17 Декабря. Жизнь есть ничто иное, как проявление свободы. Проявление это — только в смысле добра и зла (т. 48: 349).
Определение зла осталось собственно прежнее. Это отступление от закона роста жизни, любви.
Ответ тому, который спрашивает, что есть зло, следующий. Зло есть (форма) видимость жизни. Если ты спрашиваешь: зачем существует зло? я отвечаю вопросом: зачем жизнь? Зло затем, чтобы была жизнь. Жизнь проявляется в свободе. Свобода же имеет одно поле действия — большее или меньшее соблюдение закона. Закон и добро одно и то же. Отступление от закона есть зло (Записи на отдельных листах, 1.2.1878 // 48: 350).
Закон здесь еще — любовь — не написанный. Он так важен, что рядом с ним всякий другой не стоит упоминания. Надо прояснить, почему задача подниматься вверх стала сложнее, почему стало нужно учитывать, кроме близких прямо тебя касающихся вещей, власть и предписанный закон. И это притом что средства остались прежними, революционного приема перевернуть правительство Толстой не признает. Раньше казалось, что для подъема требуется одно простое усилие, теперь два: против обычной косности и второе, против злого учения, заблуждения. В этом новом — изменение времени? Людей? Дворянство в «Войне и мире» несравненно благополучнее чем то, которое Толстой видит вокруг себя. Такое падение доброкачественности обеспеченного класса за один, два поколения? Или роман был эпос, прекрасная мечта, поставленная зеркалом перед реальностью, в отношении которой Толстой никогда не заблуждался? Или надо считаться с тем, что к старости суд становится жестче. Такие первые разгадки изменения в Толстом естественно приходят на ум. Они все могут оказаться неверны. Верным может оказаться то одно, что в расписании, которое раньше казалось только лишним рядом с единственным законом жизни, он поэзия и любовь, окажется вдруг этот же самый закон. И Толстой делает это открытие.
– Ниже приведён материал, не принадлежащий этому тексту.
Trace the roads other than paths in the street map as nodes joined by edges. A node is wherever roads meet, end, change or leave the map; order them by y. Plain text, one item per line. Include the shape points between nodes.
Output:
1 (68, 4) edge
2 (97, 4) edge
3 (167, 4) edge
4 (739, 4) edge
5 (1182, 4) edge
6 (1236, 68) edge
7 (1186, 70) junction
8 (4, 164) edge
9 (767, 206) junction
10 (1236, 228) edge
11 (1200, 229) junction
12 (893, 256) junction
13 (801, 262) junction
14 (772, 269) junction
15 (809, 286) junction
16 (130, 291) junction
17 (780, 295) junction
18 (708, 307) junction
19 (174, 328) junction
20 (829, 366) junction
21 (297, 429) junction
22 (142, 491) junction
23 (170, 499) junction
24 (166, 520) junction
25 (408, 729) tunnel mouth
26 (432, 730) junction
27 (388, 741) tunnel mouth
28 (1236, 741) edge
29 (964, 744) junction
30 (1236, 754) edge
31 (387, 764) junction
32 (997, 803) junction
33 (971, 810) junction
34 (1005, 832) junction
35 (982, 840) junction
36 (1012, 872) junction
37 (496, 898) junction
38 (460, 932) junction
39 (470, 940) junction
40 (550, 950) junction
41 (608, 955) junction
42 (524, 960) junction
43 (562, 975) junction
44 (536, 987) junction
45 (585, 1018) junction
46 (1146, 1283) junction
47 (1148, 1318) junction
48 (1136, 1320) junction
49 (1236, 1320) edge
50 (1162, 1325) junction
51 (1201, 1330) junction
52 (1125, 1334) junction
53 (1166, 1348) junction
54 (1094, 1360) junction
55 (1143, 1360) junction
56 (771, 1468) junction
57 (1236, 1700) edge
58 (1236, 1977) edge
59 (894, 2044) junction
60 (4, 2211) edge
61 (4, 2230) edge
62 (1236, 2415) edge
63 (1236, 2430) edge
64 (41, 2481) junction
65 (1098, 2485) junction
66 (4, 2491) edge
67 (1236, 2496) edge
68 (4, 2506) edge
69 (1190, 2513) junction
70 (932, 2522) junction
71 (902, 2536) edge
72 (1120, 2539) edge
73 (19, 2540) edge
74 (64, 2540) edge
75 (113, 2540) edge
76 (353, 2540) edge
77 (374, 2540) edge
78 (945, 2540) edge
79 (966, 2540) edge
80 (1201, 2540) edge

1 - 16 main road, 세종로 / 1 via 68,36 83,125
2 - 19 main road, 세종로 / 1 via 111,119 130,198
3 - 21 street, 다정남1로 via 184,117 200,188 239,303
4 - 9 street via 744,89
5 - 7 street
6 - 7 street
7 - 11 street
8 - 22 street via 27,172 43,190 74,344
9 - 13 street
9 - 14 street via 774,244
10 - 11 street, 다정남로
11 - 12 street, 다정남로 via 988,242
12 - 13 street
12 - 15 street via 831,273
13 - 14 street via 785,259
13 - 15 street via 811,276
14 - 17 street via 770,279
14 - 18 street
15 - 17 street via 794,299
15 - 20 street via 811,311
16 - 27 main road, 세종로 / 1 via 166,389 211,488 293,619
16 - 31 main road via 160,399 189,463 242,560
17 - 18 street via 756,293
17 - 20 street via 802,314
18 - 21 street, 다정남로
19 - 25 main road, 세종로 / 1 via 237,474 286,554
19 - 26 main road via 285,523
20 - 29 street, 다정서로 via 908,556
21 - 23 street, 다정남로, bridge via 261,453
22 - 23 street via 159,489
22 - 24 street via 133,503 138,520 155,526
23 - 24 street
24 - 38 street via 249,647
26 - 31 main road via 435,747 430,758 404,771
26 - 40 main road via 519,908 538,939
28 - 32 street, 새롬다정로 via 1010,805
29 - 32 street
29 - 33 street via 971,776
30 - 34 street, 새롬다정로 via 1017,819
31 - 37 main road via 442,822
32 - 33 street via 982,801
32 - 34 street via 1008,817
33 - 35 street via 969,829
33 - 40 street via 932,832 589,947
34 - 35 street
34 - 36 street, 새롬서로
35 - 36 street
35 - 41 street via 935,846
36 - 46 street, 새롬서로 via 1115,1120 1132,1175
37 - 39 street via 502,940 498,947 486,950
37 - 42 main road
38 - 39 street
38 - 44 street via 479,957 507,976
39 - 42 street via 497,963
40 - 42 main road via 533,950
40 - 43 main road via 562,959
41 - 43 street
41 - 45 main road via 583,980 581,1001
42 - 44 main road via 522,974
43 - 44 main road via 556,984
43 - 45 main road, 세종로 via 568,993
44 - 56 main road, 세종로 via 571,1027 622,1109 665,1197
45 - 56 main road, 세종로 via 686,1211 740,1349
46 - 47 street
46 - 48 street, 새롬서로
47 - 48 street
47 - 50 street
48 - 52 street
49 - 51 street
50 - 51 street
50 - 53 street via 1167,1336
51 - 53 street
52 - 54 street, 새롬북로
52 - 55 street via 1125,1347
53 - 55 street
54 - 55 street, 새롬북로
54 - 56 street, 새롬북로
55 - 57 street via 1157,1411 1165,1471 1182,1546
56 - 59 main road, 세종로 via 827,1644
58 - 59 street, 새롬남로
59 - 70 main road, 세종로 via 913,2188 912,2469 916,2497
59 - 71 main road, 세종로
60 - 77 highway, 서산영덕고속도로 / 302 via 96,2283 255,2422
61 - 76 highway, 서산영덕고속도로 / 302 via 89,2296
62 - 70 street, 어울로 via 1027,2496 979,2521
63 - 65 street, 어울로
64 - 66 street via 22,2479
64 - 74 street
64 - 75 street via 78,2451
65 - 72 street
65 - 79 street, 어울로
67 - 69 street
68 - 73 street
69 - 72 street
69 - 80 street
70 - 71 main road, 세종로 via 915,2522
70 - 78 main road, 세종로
Вот шаги этого открытия. Ведущее знание культуры оказывается не просто лишним, а подозрительным. Внутри христианской цивилизации, в православной державе Толстой всматривается в главный закон культуры. Он видит ошибку в том, что там записано, в самом начале. Итак, уже не то что было раньше: было непринятие расписания, теперь — уверенность, что расписание не просто ненужно (раньше всё решающее, что случалось, шло помимо, словно в насмешку над мнениями и намерениями людей), а что есть решающее знание, от которого зависит упадок или подъем. В корне того, как толкуется главное знание жизни, христианство, ошибка, ее надо исправить.
Я бы не сказал это так: от равнодушия к сознанию и его планам Толстой перешел к признанию наконец важности идей. Нет, о мнениях и планах, любых, между прочим и своих тоже, Толстой как прежде думал с насмешкой, так и теперь. Но он открыл уровень — ума? души? мысли? или просто уровень бытия? — который такой же решающий, как судьба. Пчела по-прежнему не знает что она служит цветам, но у нее уже есть всё знание, нужное для этого служения. Или точнее: на каком-то едва уловимом уровне от них зависит, пойдет ли в их бытии всё верно или нет.